In patient 2, AAE coexists with the aPL and syndrome X. The latter condition represents a form of angina likely due to an impaired vasodilatation of the coronary arteries (30). The impaired vasodilatation and the absence of angioedema in the presence of C1-INH deficiency may share a common mechanism. Bradykinin plays an important role in coronary vasodilatation (31) and is one of the proposed mediators of the angioedema in C1-INH deficiency (32). Patient 2 could have defective generation or a reduced vascular response to bradykinin that caused syndrome X but prevented angioedema. Antibodies to phospholipids could interfere with kininogen by binding to the complex of kininogen-phosphatidylethanolamine (33).

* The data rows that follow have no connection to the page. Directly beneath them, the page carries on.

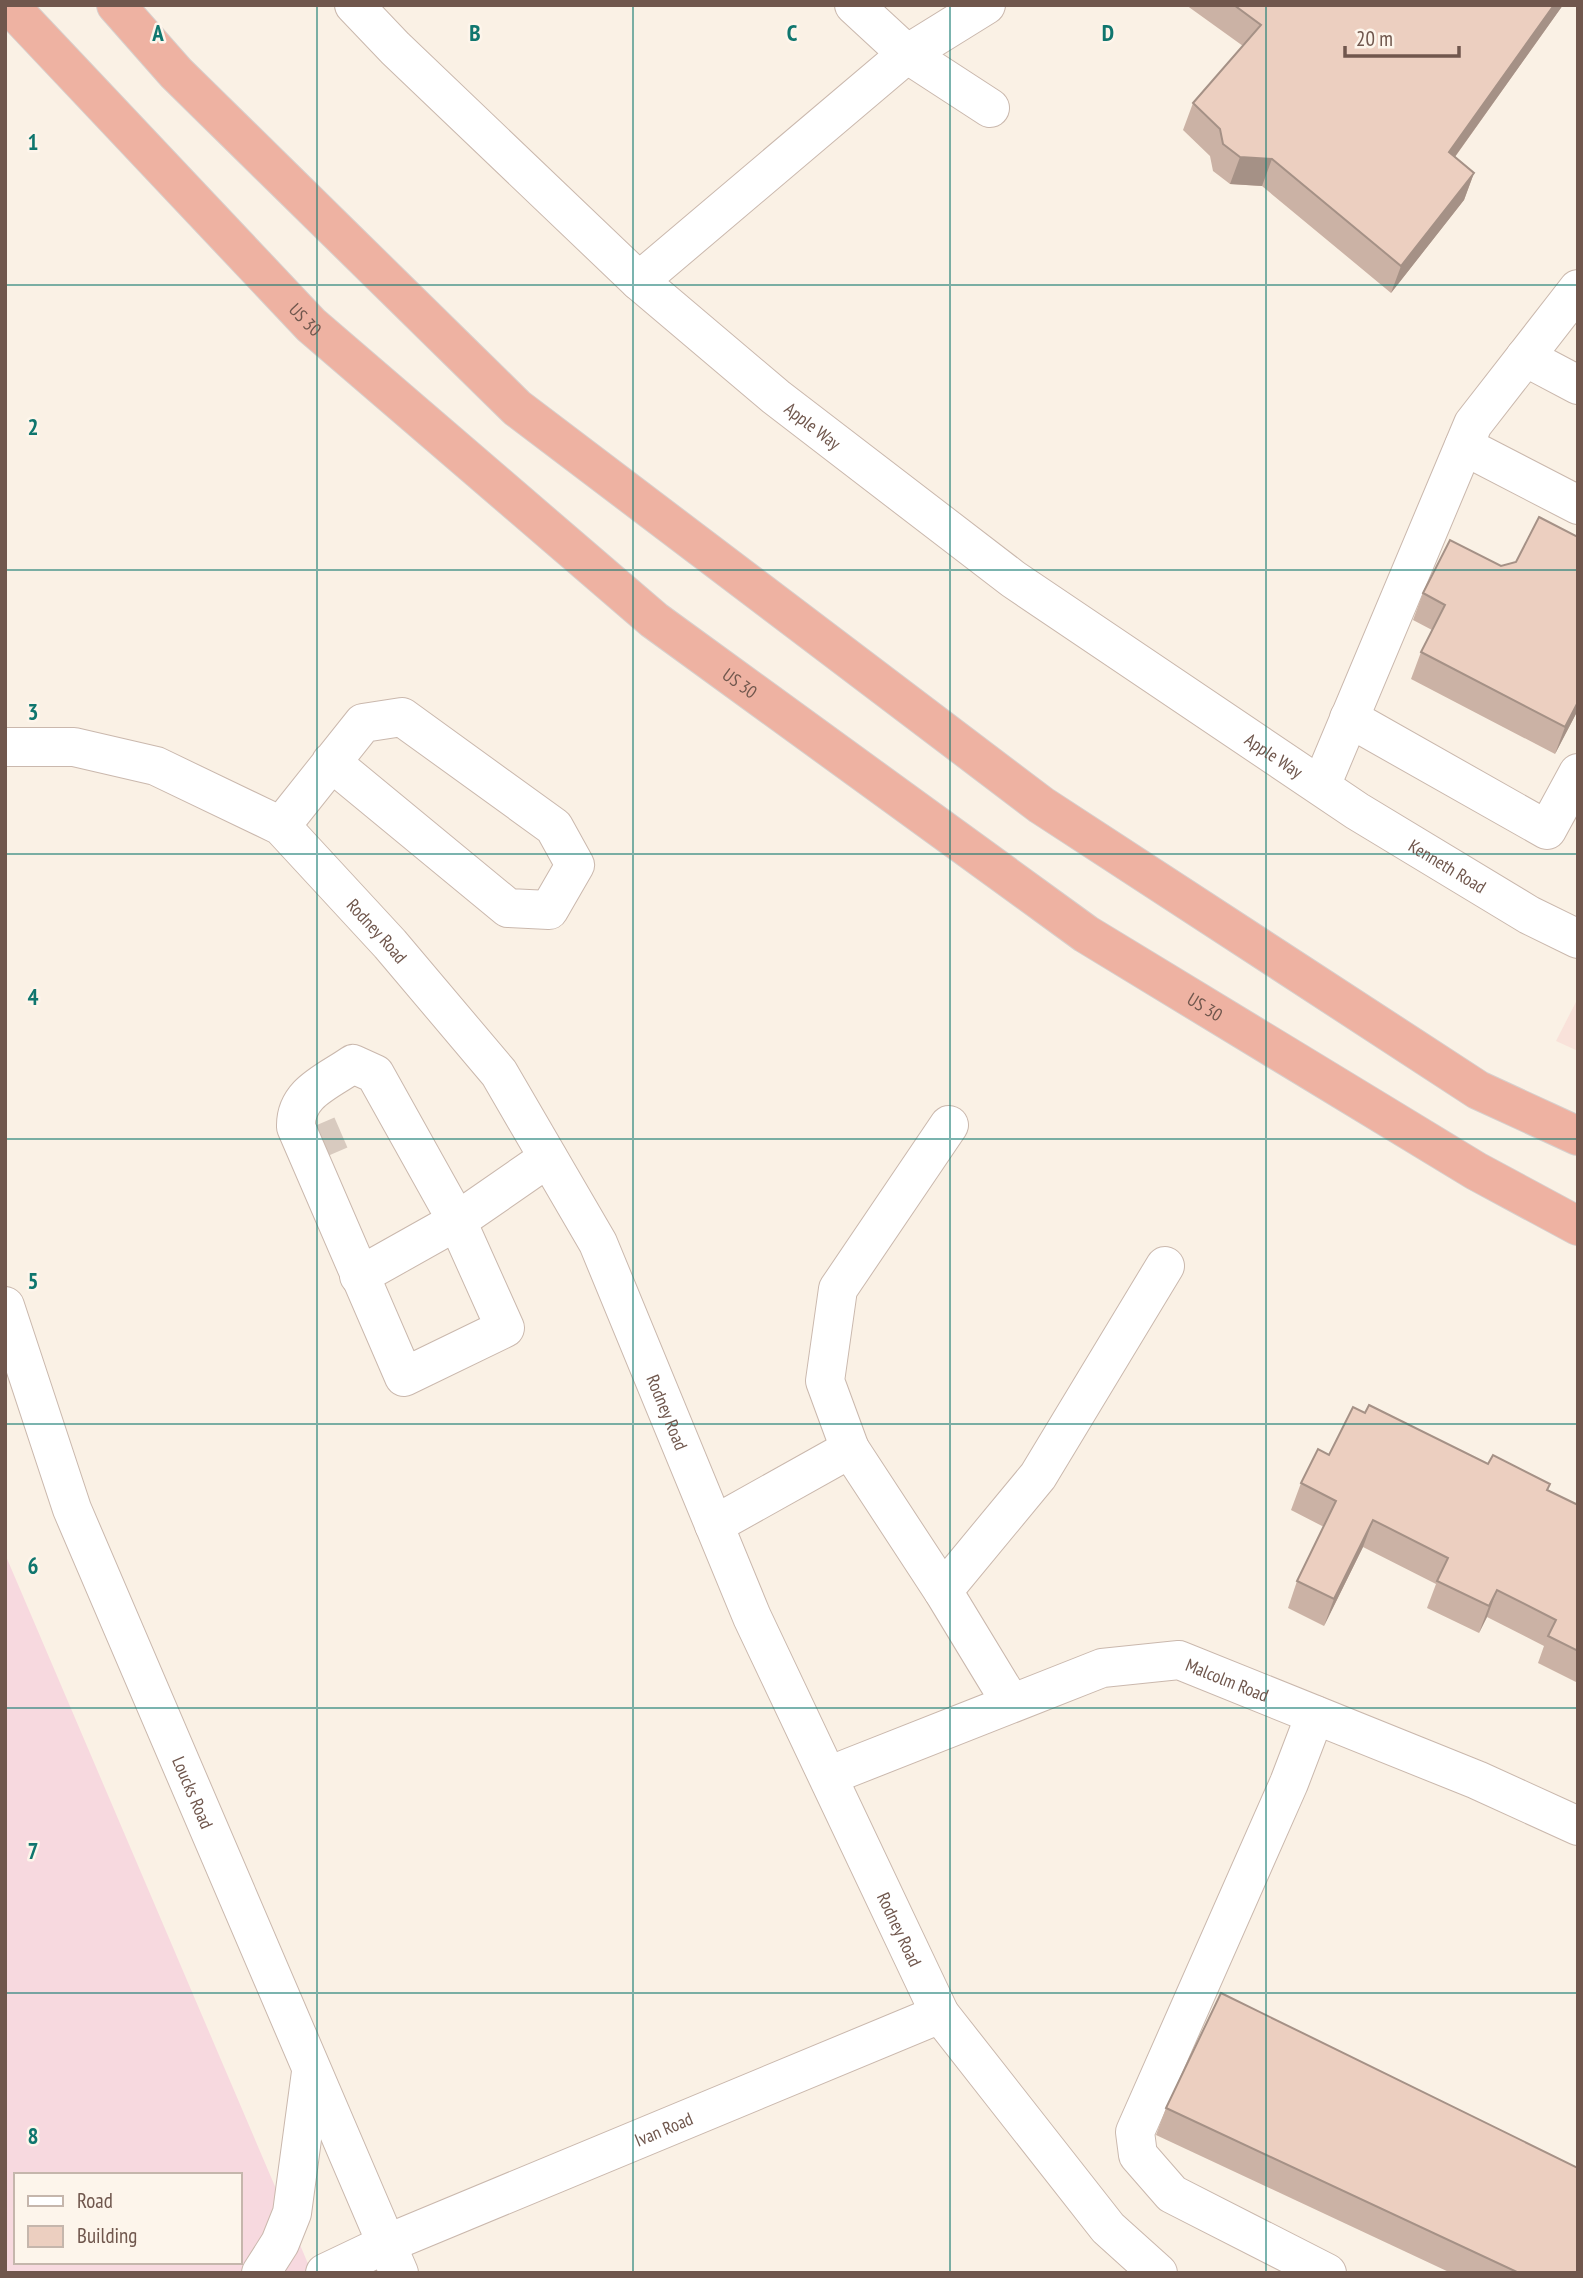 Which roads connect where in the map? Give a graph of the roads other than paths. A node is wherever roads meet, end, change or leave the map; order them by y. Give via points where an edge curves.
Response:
1 (116, 5) edge
2 (354, 5) edge
3 (854, 5) edge
4 (986, 5) edge
5 (16, 25) edge
6 (906, 54) junction
7 (990, 108) dead end
8 (639, 281) junction
9 (1578, 289) edge
10 (1525, 356) junction
11 (1578, 385) edge
12 (1464, 446) junction
13 (1578, 505) edge
14 (1349, 718) junction
15 (5, 747) edge
16 (331, 762) junction
17 (1578, 773) edge
18 (1321, 786) junction
19 (281, 826) junction
20 (1578, 939) edge
21 (320, 1124) junction
22 (949, 1125) dead end
23 (1578, 1136) edge
24 (548, 1158) junction
25 (330, 1207) junction
26 (457, 1221) junction
27 (1578, 1226) edge
28 (1165, 1266) dead end
29 (359, 1276) junction
30 (5, 1306) edge
31 (849, 1449) junction
32 (714, 1525) junction
33 (943, 1591) junction
34 (1011, 1703) junction
35 (1315, 1715) junction
36 (828, 1776) junction
37 (1578, 1826) edge
38 (940, 2014) junction
39 (312, 2070) junction
40 (392, 2258) edge
41 (261, 2273) edge
42 (325, 2273) edge
43 (1158, 2273) edge
44 (1327, 2273) edge

1 - 23 highway via 176,73 517,408 1041,804 1478,1090
2 - 8 street, Apple Way
3 - 6 street
4 - 6 street
5 - 27 highway, US 30 / US 30 via 311,325 654,620 1086,934 1476,1171
6 - 7 street
6 - 8 street
8 - 18 street, Apple Way via 776,397 1013,579
9 - 10 street
10 - 11 street
10 - 12 street via 1473,424
12 - 13 street
12 - 14 street
14 - 17 street via 1547,830
14 - 18 street
15 - 19 street, Rodney Road via 74,747 156,766
16 - 16 street via 363,723 402,717 554,827 575,865 548,910 508,908
16 - 19 street
18 - 20 street, Kenneth Road via 1529,915
19 - 24 street, Rodney Road via 390,944 499,1073
21 - 25 street via 341,1178
21 - 25 street via 305,1096 296,1113 296,1127
21 - 26 street via 352,1065 375,1074
22 - 31 street via 838,1289 825,1381
24 - 26 street
24 - 32 street, Rodney Road via 598,1244
25 - 29 street
26 - 29 street
26 - 29 street via 505,1328 404,1377
28 - 33 street via 1038,1476
30 - 39 street, Loucks Road via 72,1509
31 - 32 street
31 - 33 street
32 - 36 street, Rodney Road
33 - 34 street
34 - 35 street, Malcolm Road via 1102,1668 1179,1660
34 - 36 street, Malcolm Road
35 - 37 street, Malcolm Road
35 - 44 street via 1135,2132 1138,2155 1172,2194
36 - 38 street, Rodney Road
38 - 40 street, Ivan Road
38 - 43 street, Rodney Road via 1108,2228
39 - 40 street, Loucks Road
39 - 41 street via 292,2213
40 - 42 street, Ivan Road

In summary, the importance of these 2 case reports for the rheumatologist is several-fold. Angioedema need not be either a prominent symptom or even present in AAE. Because this symptom first suggests the diagnosis, AAE may be under recognized or confused with SLE. In cases of suspected C4 deficiency, laboratory evaluation should include a C3, C2, CH50, C1-INH and, in some cases, C1q, and antibodies to C1q and the C1-INH. An activation process can usually be ascertained based on the presence of multiple low components. A profile of low C4 and C2, but normal C3, should trigger the consideration of C1-INH deficiency. A low C1-INH then establishes the diagnosis of AAE. Making this differentiation impacts on treatment and followup, especially relative to lymphoproliferative surveillance. Finally, the presence of aPL may modify the expression of the angioedema as well as add to the diagnostic difficulties.